Not necessarily, NULL may be defined as ((void*)0). In any case, these are different concepts that should not be conflated.
@larsmans - Ah, yes, NULL may be a 0 cast to a void* so it may not work.
You statement about arrays depends on how it's initialized. Consider char str[4] = "test" vs char str[] = "test".
7

Always be careful to allocate enough memory with strings, compare the effects of the following lines of code:

char s1[3] = "abc";
char s2[4] = "abc";
char s3[] = "abc";

All three are considered legal lines of code (http://c-faq.com/ansi/nonstrings.htmlhttp://c-faq.com/ansi/nonstrings.html), but in the first case, there isn't enough memory for the fourth null-terminated character. s1 will not behave like a normal string, but s2 and s3 will. The compiler automatically count for s3, and you get four bytes of allocated memory. If you try to write

s1[3] = '\0';

that's undefined behavior and you're writing to memory that doesn't belong to s1, and would have weird effects, maybe even disrupting malloc's backend information, making it hard to free memory.

Comments

3

A literal string like "foo\nbar" is always translated to a const char literal[] with an additional zero byte at the end. (So the constant would have 8 bytes, the first being f and the last being zero).

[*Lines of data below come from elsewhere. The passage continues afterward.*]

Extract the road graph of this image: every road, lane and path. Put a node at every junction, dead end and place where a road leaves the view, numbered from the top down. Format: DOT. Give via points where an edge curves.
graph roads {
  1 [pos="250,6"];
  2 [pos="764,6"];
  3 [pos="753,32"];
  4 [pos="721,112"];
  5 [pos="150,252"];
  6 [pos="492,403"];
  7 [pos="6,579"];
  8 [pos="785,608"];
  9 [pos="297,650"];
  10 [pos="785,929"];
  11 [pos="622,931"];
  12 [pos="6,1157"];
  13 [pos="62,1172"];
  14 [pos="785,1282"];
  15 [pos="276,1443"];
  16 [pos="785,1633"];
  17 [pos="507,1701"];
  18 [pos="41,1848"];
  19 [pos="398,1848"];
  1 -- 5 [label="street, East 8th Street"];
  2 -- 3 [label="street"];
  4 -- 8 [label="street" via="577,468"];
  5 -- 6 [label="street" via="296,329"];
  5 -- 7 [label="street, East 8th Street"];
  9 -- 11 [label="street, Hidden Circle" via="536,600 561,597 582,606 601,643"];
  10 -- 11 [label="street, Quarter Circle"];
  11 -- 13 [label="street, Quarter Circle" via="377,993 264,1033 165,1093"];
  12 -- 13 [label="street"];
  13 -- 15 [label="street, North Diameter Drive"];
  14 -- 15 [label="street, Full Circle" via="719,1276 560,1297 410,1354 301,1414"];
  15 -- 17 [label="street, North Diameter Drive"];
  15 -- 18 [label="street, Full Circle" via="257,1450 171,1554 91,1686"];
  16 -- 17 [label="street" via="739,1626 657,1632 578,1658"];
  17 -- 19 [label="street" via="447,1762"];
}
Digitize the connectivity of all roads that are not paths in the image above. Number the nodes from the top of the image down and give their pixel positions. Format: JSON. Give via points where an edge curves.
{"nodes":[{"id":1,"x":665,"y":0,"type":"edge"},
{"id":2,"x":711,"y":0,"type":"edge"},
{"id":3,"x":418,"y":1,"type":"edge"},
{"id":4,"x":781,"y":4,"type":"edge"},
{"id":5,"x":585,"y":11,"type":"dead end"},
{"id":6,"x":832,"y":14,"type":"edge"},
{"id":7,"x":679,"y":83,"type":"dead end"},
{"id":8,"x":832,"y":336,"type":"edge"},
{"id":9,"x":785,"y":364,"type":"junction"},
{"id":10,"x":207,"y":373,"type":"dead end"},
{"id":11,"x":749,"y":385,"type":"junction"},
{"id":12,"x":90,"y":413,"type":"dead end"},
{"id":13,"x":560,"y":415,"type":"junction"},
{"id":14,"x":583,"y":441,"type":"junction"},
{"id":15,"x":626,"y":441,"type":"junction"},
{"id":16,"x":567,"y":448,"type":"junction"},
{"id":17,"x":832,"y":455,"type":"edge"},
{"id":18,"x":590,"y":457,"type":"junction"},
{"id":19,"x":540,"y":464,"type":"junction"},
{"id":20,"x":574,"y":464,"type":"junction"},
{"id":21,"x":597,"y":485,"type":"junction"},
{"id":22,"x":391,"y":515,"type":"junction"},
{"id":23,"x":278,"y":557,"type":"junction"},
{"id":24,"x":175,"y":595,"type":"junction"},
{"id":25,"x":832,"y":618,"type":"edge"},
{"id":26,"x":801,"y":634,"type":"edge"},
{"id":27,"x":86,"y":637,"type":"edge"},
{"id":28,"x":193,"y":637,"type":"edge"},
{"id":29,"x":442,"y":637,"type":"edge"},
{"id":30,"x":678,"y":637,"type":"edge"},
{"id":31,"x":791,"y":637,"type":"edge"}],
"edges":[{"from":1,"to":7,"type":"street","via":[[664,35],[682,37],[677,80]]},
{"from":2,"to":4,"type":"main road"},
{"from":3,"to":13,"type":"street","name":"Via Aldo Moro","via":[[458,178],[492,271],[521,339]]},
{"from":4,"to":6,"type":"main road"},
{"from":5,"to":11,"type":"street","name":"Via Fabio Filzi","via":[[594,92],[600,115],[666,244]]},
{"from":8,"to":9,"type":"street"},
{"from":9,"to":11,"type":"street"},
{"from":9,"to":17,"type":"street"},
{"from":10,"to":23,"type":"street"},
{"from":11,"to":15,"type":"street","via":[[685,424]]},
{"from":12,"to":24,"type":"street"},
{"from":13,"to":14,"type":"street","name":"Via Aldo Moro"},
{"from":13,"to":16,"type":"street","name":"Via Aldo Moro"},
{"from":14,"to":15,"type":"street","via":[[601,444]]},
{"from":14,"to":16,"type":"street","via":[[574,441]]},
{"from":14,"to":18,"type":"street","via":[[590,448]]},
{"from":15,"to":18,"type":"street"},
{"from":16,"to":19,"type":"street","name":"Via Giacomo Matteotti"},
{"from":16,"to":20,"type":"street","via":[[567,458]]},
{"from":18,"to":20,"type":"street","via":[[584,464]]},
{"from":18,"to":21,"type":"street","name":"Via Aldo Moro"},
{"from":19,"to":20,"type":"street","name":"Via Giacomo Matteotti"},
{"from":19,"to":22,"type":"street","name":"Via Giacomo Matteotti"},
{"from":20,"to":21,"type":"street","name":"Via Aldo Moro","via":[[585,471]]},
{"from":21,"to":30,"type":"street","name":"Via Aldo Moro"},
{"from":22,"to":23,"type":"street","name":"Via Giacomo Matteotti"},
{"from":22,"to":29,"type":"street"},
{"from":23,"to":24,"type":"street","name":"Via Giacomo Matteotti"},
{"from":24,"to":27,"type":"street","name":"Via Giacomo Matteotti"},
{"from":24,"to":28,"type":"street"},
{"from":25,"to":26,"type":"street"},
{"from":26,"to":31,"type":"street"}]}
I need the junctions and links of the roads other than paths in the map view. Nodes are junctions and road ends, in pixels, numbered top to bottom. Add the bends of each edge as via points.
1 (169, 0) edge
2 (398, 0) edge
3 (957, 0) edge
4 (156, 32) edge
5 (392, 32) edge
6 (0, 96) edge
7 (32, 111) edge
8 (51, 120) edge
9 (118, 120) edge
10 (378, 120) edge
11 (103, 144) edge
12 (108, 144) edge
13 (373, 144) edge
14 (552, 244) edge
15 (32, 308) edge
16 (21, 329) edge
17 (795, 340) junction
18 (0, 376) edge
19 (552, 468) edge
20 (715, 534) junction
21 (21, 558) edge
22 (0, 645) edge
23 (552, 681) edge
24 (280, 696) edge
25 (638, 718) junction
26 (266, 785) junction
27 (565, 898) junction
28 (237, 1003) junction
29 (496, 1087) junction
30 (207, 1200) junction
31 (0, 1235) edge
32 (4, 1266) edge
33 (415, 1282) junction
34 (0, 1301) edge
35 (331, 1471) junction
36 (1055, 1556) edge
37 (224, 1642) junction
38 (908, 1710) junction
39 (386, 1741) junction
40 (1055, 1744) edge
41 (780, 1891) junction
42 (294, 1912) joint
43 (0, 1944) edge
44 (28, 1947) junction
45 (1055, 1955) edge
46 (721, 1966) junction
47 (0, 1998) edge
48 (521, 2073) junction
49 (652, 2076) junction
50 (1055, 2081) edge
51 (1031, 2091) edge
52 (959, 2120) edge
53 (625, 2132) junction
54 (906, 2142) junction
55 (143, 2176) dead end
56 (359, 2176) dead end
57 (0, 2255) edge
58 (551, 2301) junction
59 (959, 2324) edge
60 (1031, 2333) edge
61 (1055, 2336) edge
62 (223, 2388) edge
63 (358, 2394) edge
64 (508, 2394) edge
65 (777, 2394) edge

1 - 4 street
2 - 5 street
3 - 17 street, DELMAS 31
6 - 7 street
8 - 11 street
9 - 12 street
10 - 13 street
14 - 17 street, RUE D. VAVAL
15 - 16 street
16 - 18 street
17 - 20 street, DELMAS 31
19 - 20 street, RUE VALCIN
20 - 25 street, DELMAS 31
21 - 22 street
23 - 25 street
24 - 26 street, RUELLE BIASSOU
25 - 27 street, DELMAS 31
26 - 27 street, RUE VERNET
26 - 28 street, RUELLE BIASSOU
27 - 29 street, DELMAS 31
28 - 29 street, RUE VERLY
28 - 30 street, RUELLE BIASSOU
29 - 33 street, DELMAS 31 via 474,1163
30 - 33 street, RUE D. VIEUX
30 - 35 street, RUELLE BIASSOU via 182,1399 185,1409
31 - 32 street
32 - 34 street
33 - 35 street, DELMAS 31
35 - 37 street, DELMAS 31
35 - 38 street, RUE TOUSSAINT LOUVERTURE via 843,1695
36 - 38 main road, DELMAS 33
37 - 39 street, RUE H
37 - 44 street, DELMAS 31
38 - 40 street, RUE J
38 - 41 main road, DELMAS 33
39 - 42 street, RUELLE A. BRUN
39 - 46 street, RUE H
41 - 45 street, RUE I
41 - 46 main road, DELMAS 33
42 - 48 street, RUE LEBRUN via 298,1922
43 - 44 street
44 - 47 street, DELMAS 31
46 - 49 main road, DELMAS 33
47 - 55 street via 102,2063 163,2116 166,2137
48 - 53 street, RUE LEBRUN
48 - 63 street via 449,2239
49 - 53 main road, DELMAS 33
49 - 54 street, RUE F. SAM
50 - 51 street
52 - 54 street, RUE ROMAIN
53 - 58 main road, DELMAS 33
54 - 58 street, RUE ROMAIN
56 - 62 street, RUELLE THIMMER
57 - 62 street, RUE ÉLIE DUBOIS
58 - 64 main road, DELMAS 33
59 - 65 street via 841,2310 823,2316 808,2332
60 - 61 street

But you are right in forcing explicitly the last byte to 0 after a strncpy.

And as Aurelio De Rosa remarked, the last correct index is 256 for an array [257].

Comments

2

Yes, you need to do that. Not all functions put the null char for you, and strncpy, as I can read in its man page, requires to have a null byte among the first n characters of src.

1 Comment

strncpy is a rather "special" function with special semantics. Usually not what people want when they're just copying strings around, unfortunately.
1

Is it absolutely necessary? No, because when you call scanf, strcpy(except for strncpy where you need to manually put zero if it exceeds the size), it copies the null terminator for you. Is it good to do it anyways? Not really, it doesn't really help the problem of bufferoverflow since those function will go over the size of the buffer anyways. Then what's the best way? use c++ with std::string.

By the way, if you access/write to string1[257], that will be out of bound since you're accessing/writing 258th element in an array of size 257. (it's 0-based index)

2 Comments

strncpy may not copythe null terminator. See stackoverflow.com/questions/1453876/…
oh. that makes sense about accessing 258th element. thank you sir.